Last summer was the first time I made the effort to catch one of these guys. A male had rested on one of my tube feeders and showed little sign of sensing my presence. I spent several days trying to sneak up and put a hat or towel over him. This appeared to cause an interesting change in behavior at my feeders--at least among the House Finches. Prior to my attempting to stalk our sick finch, the flock that fed at my feeders--all commoners in the Mid-Atlantic--was very tame. Several species seemed to differentiate between when I was adding food to the feeders and when I was bringing our cats out--and would actually flock to the feeding spots when I was doing the former. Afterward, I noticed that as soon as I opened our back door, all of the House Finches would fly away.

Not too long after, I read about a study done at the University of Washington about American Crows being able to identify the people who were capturing and banding them and other crows on the campus also identifying the threatening people.

[Updated to correct study location and link to the paper.]

Sunday, April 4, 2010

Firsts for the Season

This past week I had the opportunity to spend a bit more time outside than usual. Since I was home sick on Friday and the weather was gorgeous, I spoiled cardiac cat mercilessly by sitting with him for hours in the backyard. On Friday, we saw our first American Goldfinches--both females in their drab olive colors and Saturday we saw our first Chipping Sparrow. Since my backyard bird species count is in the 60's I pay a lot more attention to when birds arrive and their behavior rather than I do for new species.
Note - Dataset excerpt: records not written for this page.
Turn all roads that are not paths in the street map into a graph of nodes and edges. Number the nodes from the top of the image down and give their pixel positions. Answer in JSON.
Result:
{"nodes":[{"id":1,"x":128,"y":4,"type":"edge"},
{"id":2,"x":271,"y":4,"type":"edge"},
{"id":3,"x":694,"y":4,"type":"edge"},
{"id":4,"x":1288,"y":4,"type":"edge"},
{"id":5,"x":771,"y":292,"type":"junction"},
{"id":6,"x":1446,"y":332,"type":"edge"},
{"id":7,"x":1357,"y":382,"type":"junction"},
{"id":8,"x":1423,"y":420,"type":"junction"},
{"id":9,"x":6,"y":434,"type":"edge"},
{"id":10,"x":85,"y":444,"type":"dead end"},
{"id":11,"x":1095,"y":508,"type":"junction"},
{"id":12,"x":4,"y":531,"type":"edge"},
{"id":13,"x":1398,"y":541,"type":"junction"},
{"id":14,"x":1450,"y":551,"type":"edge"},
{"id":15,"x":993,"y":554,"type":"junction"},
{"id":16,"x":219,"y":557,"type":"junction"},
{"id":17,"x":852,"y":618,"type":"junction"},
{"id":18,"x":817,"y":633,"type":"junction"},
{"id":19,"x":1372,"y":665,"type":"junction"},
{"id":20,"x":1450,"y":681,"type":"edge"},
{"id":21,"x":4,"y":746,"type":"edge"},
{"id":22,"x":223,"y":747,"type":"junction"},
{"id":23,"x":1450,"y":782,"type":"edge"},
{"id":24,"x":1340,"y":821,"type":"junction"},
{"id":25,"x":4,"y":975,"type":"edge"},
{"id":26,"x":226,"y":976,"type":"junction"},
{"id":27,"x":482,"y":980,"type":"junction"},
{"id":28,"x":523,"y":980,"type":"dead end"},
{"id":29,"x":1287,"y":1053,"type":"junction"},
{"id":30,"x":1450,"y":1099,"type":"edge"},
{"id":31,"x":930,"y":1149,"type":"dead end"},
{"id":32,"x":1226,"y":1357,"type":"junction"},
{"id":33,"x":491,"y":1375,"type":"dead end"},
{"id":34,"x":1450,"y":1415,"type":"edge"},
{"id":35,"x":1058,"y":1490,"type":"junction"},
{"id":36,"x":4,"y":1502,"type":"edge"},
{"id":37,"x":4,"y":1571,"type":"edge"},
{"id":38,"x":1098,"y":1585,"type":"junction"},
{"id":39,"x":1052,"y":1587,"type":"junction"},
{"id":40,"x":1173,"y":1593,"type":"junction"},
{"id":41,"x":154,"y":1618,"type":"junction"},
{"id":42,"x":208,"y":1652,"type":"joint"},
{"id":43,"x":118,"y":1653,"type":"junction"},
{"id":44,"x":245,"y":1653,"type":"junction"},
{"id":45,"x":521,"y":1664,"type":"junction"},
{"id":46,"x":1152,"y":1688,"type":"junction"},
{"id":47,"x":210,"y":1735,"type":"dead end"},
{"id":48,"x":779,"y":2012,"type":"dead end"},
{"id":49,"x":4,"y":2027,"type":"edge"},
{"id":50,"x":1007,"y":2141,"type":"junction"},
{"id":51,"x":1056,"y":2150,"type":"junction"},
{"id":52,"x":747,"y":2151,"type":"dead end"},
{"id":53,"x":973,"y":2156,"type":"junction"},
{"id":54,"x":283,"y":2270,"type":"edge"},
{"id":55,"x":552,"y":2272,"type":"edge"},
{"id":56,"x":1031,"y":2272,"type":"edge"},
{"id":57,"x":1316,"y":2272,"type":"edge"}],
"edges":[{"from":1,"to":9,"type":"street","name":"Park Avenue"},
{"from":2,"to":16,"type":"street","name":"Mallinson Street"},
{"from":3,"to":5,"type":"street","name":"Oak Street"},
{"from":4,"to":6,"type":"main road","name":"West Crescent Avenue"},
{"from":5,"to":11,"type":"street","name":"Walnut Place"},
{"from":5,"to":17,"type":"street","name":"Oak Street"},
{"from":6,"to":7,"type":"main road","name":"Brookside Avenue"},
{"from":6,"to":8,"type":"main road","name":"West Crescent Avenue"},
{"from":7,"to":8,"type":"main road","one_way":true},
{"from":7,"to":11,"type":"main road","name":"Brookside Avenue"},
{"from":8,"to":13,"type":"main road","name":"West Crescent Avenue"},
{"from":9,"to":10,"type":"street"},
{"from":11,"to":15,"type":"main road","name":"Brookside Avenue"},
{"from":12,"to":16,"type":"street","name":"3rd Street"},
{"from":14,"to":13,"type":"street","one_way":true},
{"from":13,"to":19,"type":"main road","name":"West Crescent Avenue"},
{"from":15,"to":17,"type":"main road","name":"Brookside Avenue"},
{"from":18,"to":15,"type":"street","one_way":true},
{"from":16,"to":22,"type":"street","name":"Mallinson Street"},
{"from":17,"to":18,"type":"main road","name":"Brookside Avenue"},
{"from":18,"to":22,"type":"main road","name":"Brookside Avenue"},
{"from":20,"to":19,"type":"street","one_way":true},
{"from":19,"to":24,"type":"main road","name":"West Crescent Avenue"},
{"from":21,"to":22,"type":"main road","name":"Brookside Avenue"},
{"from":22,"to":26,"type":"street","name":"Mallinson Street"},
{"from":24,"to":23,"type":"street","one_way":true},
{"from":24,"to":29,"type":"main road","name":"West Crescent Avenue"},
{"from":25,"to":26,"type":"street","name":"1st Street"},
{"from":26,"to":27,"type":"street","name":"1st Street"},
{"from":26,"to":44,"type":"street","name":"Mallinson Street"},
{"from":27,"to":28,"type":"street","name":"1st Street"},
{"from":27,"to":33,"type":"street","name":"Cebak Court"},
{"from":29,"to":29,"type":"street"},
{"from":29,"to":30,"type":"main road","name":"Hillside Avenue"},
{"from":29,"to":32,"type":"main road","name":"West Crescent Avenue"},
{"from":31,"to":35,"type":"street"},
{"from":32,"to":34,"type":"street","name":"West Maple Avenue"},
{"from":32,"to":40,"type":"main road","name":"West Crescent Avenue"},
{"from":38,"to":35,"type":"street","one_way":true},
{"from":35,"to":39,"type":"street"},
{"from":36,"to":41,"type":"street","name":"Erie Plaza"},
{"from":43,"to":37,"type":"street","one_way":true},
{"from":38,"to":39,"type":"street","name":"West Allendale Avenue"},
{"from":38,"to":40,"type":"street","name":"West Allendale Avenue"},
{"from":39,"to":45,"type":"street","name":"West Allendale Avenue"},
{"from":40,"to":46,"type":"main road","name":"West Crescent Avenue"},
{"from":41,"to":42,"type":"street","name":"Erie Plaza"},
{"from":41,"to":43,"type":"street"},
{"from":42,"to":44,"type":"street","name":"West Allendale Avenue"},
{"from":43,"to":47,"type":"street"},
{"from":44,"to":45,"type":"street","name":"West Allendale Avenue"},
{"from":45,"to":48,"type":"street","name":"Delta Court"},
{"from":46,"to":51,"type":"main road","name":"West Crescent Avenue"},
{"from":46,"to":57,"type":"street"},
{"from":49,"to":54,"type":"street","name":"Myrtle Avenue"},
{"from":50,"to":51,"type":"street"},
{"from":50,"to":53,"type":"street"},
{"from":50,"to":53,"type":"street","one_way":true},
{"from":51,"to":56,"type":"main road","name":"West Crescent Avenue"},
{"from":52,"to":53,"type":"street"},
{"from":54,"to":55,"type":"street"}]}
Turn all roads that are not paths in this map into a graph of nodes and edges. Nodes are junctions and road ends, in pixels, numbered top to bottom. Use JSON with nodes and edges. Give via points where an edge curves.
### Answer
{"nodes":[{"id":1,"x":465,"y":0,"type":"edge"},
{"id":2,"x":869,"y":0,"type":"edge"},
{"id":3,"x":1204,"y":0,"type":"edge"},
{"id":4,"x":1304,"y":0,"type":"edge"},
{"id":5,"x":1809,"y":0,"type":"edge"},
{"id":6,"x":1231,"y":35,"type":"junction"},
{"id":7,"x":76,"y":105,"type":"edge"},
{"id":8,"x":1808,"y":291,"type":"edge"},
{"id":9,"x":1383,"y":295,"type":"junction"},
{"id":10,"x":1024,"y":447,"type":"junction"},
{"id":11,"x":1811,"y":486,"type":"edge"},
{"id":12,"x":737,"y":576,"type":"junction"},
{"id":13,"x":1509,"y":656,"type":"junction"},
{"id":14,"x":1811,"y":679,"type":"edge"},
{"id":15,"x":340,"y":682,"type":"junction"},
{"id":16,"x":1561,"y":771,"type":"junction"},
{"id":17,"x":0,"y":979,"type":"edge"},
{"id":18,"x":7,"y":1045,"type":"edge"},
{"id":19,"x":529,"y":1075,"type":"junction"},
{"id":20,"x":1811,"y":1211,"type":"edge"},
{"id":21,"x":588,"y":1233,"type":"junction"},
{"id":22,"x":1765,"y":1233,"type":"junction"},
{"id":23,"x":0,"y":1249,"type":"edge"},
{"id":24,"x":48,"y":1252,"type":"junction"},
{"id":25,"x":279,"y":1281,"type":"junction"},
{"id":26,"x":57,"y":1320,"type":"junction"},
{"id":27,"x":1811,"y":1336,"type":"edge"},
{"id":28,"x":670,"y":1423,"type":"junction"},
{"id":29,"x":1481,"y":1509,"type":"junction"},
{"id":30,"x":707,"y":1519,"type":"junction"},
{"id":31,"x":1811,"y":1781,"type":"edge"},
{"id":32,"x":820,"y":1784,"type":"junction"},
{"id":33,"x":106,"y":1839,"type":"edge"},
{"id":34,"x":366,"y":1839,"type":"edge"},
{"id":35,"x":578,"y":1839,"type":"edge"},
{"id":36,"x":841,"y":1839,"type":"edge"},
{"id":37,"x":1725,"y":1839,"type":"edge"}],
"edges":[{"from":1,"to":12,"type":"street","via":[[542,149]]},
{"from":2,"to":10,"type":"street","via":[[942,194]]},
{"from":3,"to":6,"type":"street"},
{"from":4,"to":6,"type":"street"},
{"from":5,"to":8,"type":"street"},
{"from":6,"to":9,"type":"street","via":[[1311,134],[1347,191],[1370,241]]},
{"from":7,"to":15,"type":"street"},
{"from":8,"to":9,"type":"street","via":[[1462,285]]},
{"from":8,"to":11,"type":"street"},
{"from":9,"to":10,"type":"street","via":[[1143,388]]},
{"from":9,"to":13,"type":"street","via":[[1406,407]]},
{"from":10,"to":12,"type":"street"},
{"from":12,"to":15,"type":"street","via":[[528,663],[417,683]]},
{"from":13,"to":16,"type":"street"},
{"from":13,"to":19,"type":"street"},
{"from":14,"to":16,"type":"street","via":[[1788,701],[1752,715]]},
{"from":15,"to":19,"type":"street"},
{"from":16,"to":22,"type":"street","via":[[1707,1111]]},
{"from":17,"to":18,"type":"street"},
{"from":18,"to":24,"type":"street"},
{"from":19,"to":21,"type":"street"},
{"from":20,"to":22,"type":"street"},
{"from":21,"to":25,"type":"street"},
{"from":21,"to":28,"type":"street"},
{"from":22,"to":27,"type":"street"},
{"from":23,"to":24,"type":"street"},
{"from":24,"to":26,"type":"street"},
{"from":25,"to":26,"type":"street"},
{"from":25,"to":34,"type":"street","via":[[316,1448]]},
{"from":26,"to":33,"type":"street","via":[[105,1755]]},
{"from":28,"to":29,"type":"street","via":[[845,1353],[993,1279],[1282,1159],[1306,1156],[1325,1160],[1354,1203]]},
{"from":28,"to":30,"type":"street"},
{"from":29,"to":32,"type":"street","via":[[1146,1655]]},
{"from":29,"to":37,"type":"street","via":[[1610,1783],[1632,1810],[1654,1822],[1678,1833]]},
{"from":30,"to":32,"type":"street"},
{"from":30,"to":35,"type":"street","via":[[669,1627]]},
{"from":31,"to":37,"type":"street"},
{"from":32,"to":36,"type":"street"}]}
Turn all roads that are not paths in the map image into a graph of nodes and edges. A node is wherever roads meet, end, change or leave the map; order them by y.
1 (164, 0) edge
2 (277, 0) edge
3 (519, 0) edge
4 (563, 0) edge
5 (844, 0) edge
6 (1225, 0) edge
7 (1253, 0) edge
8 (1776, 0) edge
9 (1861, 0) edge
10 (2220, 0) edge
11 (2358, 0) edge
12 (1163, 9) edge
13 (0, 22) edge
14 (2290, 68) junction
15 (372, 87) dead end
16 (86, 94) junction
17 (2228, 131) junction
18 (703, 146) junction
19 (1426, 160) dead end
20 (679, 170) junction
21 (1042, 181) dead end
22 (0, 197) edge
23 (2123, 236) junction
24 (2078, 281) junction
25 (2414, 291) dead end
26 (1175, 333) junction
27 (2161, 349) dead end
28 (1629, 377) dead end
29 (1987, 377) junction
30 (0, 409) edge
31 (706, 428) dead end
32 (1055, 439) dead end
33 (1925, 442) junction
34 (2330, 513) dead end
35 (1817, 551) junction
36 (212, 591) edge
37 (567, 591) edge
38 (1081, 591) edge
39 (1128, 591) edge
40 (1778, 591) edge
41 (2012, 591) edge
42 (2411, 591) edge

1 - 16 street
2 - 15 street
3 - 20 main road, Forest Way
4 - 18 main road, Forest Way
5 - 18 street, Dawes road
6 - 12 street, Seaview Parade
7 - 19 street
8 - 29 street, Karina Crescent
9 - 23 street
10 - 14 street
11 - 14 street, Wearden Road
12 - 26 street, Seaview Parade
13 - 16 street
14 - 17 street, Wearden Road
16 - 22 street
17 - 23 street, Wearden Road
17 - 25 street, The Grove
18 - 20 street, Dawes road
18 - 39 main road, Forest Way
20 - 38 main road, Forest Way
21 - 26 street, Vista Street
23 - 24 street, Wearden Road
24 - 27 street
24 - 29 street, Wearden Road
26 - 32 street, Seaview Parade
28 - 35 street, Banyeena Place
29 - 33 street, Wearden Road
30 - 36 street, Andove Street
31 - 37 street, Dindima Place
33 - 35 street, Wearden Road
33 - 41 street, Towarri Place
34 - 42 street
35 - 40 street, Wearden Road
Sadly we also saw our first House Finch suffering from the finch eye disease. As a result I'll be taking down my feeders and sanitizing them. Because so many people feed birds in this area, I don't really subscribe to the school of thought that I should keep my feeders down for a few weeks to let the feeding flock disperse. I also try to catch these guys and take them to a wild bird rehabilitation specialist in the area, because the disease is treatable.

Happy Easter!

Friday, January 1, 2010

Removing Ad-sense

Ok Google you fail. Your algorithm cannot understand perspective. So, until I stop getting ads for getting rid of birds, and pro oil companies and cell phone companies--ads that are completely contrary to the messages in my postings, I'm removing you.

Backyard Birding 2010

New Years Day 10-1130am
2pm-2:45

Junco male - 12
Cardinals - 3 ( male adult 1; female/ juvenile -2)
Carolina Wren - 2 ( They were singing to each other)
Carolina Chickadee - 2
American Crow - 3
Nuthatch - 1
Titmouse -2
Blue Jay - 1
House Sparrow - 12 (4 male)
House finch - 4 (1 male)
White-throated Sparrow - 2 (1 black/white, 1 blck/brown head strip pattern)
Song Sparrow - 1
Mourning Doves -23
Downy Woodpecker -1

We're concerned we've seen far fewer Juncos this fall and winter than usual, despite the early snow.